Belief in UFOs is a global phenomenon, with millions of people subscribed to ideas of unidentified flying objects, aliens, abductions and government conspiracies about the likes of Roswell and Area 51.

A survey from the National Geographic Society in 2012 showed 36% of Americans (around 80 million people) believe UFOs exist. A further 47% said they were undecided, while just 17% gave a firm no.

While the survey used UFO in the strictest sense, ie not aliens visiting our planet but flying objects we cannot scientifically account for, the ardent beliefs some people hold is indicative of a wider phenomenon psychologically.

There are around 4,000 members of the Mutual UFO Network and according to URL metrics, the site UFO Sightings Daily gets over a quarter of a million monthly page views – with an estimated value of $27,453 (£17,450).

And this belief has led to the creation of World UFO Day on 2 July, an event set up in 2001 to commemorate the supposed UFO crash in Roswell in 1947.

Susan Krauss Whitbourne, professor of Psychological and Brain Sciences at the University of Massachusetts Amherst, says evidence suggests certain personality traits make people far more likely to believe in UFOs and all that goes along with it.

She told IBTimes UK the data suggests people who are open to new ideas are more likely to believe in UFOs. Krauss Whitbourne said: "You get the sense that there's kind of a dimension of suggestibility, so if you're high on that spectrum ... [you may be more] willing to entertain new ideas and fantasies. You start to get into the domain where people believe things that seem highly improbable."

One study that looked into the belief in alien abductions used a false memory test to show a correlation between susceptibility to lures and belief in abductions. In another test called the Australian Sheep-Goat Test, researchers assessed belief in paranormal activities – those who were termed "sheep" believed, while those who did not were termed "goats".

Roswell UFO Museum
A display at the Roswell UFO Museum CGP Grey

"I was impressed by the personality study because that really puts it into a context psychological phenomenon we can understand that people vary in this openness to experiences," she said. "I think people like to think about all possibilities and therefore are open to these ideas, but are maybe also more vulnerable."

Krauss Whitbourne said people like to look for a larger meaning or purpose and it is this sort of "playfulness" involved in more susceptible personality types that can then become more extreme.

While largely there is no detrimental effect, when the belief becomes something more, problems can arise. She said: "As something you want to entertain as a fun thing to think, there's no really harm in it. If you go really far along the continuum, you reach delusion beliefs those are problematic.

The ever-increasing popularity of social networks and websites dedicated to UFOs has also fanned the flames to some extent – an outlet that has allowed people from across the globe to connect and become a community. "People have more of an outlet now. You can find people to listen to you but you can also get information that feeds those beliefs you already have," she said.

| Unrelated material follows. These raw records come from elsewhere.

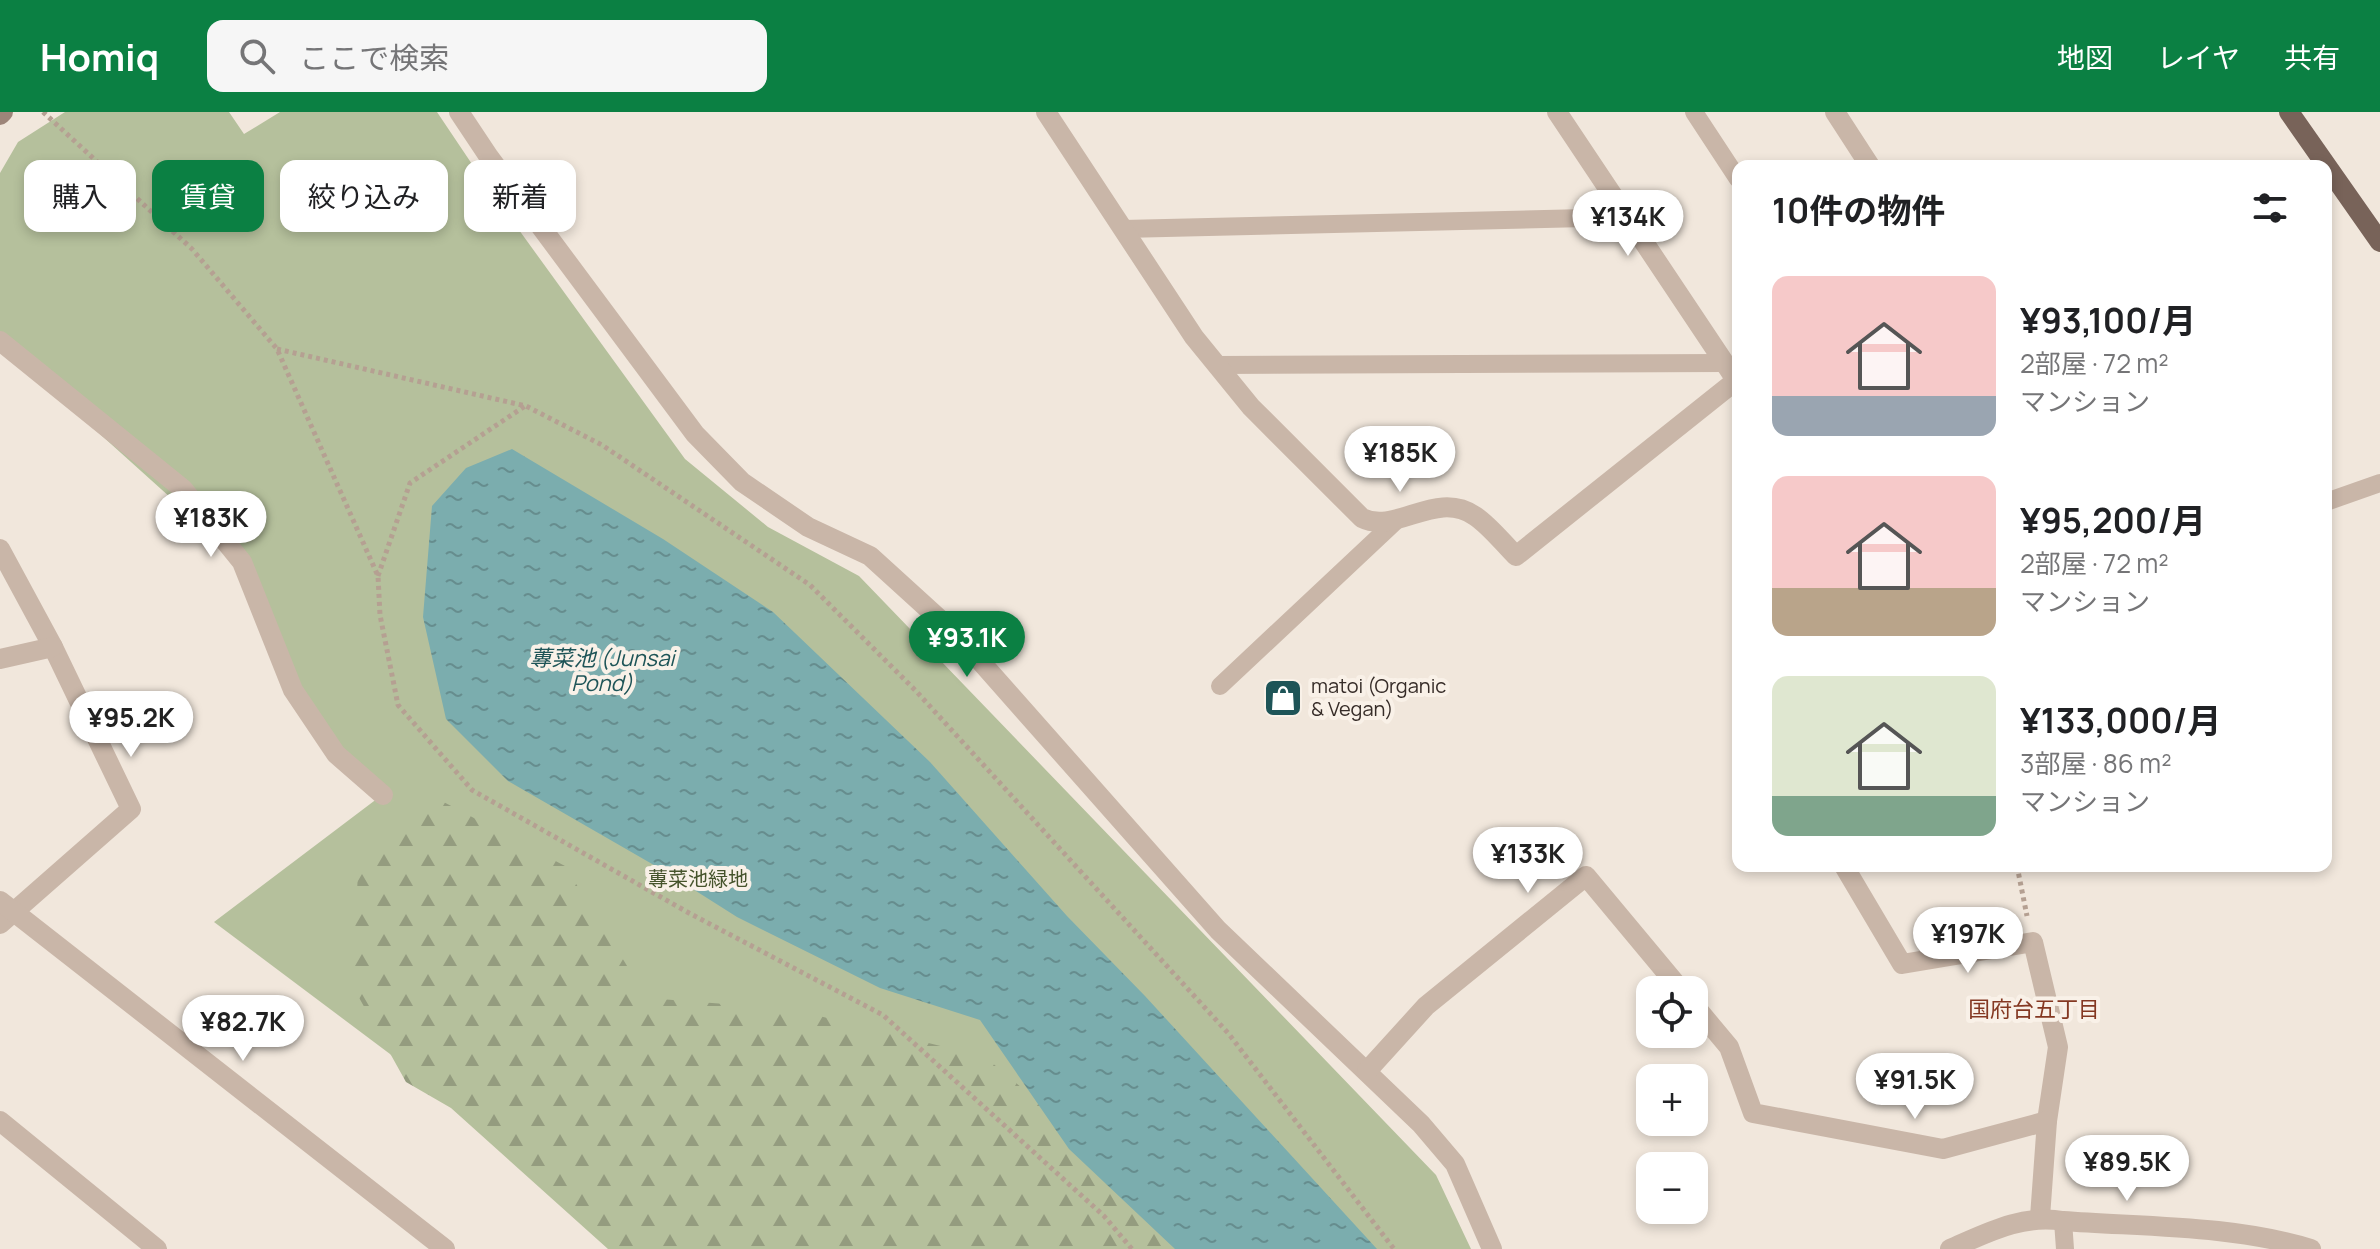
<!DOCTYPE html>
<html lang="ja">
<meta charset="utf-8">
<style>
:root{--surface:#fff;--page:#f6f6f6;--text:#202124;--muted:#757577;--accent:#0b8043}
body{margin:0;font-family:Manrope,"Noto Sans JP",sans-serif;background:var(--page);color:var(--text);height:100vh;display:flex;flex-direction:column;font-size:30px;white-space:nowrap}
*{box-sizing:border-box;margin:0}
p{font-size:26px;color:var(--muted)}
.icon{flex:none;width:44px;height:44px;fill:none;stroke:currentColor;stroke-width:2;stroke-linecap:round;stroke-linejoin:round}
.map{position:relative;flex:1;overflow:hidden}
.side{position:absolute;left:1732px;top:48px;width:600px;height:712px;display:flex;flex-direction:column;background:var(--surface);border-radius:16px;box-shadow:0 4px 12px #0003}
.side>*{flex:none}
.top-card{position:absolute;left:24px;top:48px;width:760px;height:72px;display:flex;gap:16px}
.buttons{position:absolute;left:1636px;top:864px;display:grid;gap:16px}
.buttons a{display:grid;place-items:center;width:72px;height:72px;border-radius:16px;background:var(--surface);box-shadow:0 4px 12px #0003;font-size:40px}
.price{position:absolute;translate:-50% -68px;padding:0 18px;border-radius:28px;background:#fff;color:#222;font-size:26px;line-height:52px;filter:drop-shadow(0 2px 4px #0008)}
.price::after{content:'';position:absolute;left:50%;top:48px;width:24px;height:18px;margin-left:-12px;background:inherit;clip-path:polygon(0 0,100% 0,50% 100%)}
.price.active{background:var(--accent);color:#fff}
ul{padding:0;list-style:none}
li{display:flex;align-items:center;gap:24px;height:200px;padding:0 40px}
li span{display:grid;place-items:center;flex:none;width:224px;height:160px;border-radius:16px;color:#555}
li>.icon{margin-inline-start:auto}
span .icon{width:96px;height:96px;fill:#fffc;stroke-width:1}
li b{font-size:34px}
h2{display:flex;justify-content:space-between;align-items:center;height:96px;padding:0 40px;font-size:34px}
.chip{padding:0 28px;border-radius:16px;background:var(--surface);box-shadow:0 4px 12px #0003;font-size:28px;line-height:72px}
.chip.active{background:var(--accent);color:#fff}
header{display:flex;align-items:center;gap:48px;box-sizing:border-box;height:112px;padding:0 40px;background:var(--accent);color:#fff}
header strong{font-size:38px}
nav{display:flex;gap:44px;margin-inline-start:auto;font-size:28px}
.search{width:560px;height:72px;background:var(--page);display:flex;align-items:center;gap:20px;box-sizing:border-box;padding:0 28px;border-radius:16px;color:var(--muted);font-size:30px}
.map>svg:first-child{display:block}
</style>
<header>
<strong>Homiq</strong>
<div class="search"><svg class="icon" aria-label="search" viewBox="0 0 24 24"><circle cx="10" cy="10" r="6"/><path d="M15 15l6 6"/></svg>ここで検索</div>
<nav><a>地図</a><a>レイヤ</a><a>共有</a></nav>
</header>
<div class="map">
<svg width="2380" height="1137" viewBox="0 0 2380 1137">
<defs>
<pattern id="forest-firs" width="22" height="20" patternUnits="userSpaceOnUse" patternTransform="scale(2)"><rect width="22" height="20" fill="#b5c09c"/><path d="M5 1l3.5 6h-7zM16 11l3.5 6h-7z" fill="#949c7f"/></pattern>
<pattern id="water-ripples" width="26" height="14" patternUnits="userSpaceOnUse" patternTransform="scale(2)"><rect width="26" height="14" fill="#7badae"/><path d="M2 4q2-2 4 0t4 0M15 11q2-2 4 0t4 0" fill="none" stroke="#668d8e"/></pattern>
</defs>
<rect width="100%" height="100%" fill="#f1e7dc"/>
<polygon fill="#b5c09c" points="65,0 229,0 244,22 280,0 437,0 482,67 685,347 768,415 859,464 1436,1063 1471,1137 650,1137 214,810 382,683 293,578 242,450 0,232 0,61 18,30"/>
<polygon fill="url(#forest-firs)" points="436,686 565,754 647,886 791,897 985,945 1181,1109 1210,1137 608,1137 451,996 406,970 352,873 359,742"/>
<polygon fill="url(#water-ripples)" points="512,337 663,427 773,500 930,650 1067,804 1145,884 1377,1137 1175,1137 1069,1037 980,908 880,876 737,805 666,760 508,669 446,607 423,505 432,394 466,356"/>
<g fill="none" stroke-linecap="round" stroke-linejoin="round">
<g stroke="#b5a092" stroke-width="5" stroke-dasharray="4 4" stroke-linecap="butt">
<polyline points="43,0 192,137 277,237 378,464 380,503 398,593 472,678 689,801 883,903 1104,1104 1132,1137"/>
<polyline points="277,237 526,294 602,333 810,473 916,579 1228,921 1394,1137"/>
<polyline points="378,464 410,371 525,294"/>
<polyline points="2017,754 2027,804"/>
</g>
<g stroke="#c9b6a8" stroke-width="18">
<polyline points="1694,0 1738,67"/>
<polyline points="1123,117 1627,105"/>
<polyline points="1217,253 1724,251"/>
<polyline points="2326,390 2380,371"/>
<polyline points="1220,574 1399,406"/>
<polyline points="2063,1109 2065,1137"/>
</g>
<g stroke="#c9b6a8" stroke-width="20">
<polyline points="459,0 489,45 695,322 742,370 808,415 870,444 958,524 1218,818 1421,1012 1455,1052 1492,1137"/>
<path d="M1046,0L1194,225L1251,295L1362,406C1396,423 1436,377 1475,404C1490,414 1503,431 1516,444L1738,267"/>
<polyline points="1557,0 1736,268"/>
<polyline points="1835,0 1870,54"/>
<polyline points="0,229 183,377 242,450 293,578 336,642 383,683"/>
<polyline points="0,437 53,535 131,697 0,812"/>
<polyline points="0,547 53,535"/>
<polyline points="1844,754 1902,852 2033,830 2058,935 2047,1009"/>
<polyline points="0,789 445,1137"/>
<polyline points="1694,893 1729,935 1753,1001 1943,1037 2047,1009 2040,1105"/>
<polyline points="1367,959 1426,894 1586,764 1681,878"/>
<polyline points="0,1009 157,1137"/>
<path d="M1950,1137C1987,1121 2022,1102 2063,1109C2145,1115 2232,1113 2311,1137"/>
</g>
<polyline stroke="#9d8579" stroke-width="20" points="0,3 3,0"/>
<polyline stroke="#786359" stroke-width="20" points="2289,0 2380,130"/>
</g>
<defs>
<symbol id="shop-square" viewBox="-11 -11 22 22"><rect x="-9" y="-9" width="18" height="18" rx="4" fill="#1e5457" stroke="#f9f1e8"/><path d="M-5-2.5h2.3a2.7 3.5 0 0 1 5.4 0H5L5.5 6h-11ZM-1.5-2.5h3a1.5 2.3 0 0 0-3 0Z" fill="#fff"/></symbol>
</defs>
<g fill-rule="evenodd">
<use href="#shop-square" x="1261" y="564" width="44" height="44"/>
</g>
<g text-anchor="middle" stroke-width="8" stroke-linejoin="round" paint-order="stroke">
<g font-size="20" fill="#362c28" stroke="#f9f1e8" text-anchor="start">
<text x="1311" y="581">matoi (Organic<tspan x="1311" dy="23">&amp; Vegan)</tspan></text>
</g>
<g font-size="20" fill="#46542c" stroke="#f9f1e8">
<text x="698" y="774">蓴菜池緑地</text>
</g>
<g font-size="22" font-style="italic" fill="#1e5457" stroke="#f9f1e8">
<text x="602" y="554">蓴菜池 (Junsai<tspan x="602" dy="25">Pond)</tspan></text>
</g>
<g font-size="22" fill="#843822" stroke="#f9f1e8">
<text x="2034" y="905">国府台五丁目</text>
</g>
</g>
</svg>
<div class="buttons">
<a><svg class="icon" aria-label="locate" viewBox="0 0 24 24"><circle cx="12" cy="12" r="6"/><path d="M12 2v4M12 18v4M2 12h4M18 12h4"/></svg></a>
<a>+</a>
<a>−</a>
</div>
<b class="price" style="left:1628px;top:146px">¥134K</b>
<b class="price" style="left:1400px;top:382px">¥185K</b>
<b class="price" style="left:211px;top:447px">¥183K</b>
<b class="price active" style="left:967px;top:567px">¥93.1K</b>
<b class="price" style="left:131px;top:647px">¥95.2K</b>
<b class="price" style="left:1528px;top:783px">¥133K</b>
<b class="price" style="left:1968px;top:863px">¥197K</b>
<b class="price" style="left:243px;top:951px">¥82.7K</b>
<b class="price" style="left:1915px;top:1009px">¥91.5K</b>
<b class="price" style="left:2127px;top:1091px">¥89.5K</b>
<div class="top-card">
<a class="chip">購入</a>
<a class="chip active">賃貸</a>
<a class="chip">絞り込み</a>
<a class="chip">新着</a>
</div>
<section class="side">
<h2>10件の物件<svg class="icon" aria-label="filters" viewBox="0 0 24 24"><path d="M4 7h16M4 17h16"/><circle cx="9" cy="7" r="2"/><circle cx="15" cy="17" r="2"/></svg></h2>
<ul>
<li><span style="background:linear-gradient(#f6c9c9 75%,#9aa5b1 0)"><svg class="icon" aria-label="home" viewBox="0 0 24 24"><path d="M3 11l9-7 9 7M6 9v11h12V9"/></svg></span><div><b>¥93,100/月</b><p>2部屋 · 72 m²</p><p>マンション</p></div></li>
<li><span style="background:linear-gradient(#f6c9c9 70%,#b9a48a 0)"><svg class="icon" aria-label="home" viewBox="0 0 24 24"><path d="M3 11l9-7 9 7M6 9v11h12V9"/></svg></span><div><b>¥95,200/月</b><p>2部屋 · 72 m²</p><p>マンション</p></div></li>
<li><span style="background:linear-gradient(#dfe7d0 75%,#7fa58c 0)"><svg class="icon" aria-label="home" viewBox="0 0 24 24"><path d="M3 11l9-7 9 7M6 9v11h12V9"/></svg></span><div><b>¥133,000/月</b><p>3部屋 · 86 m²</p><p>マンション</p></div></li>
</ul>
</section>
</div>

Once this belief system is in place, Krauss Whitbourne added, it can be difficult to see things with an unbiased view point. She said: "I think people who are going to be sceptical will always be sceptical and vice versa. Once you have a belief system, you fit the facts into that belief system, so I doubt if anyone is looking at it rationally.

moonbeam ontario
Novelty UFO in Moonbeam, Ontario P199

"This continuum idea is really important. It's like a gateway drug – people might say 'I've had a psychic experience' and continue on from there. Once you start going down that path you're going to find a lot of confirmatory evidence if that's what you're looking for."

And it is this where evidence becomes skewed. Pointing to a recent example where conspiracy theorists pointed to pyramids on Mars being evidence of an ancient civilisation, Krauss Whitbourne said people will use these small scraps to reinforce their beliefs.

She said: "It's the uncritical nature of the judgments people make or the conclusions people reach. Because if you want to believe something and go down that pathway and not be critical. And it is important to maintain a healthy scepticism.

"In true scientific scepticism, that would be that you let the data drive the conclusions. If you go in wanting to believe something, it's going to be pretty hard for you to take that hypothesis-testing approach."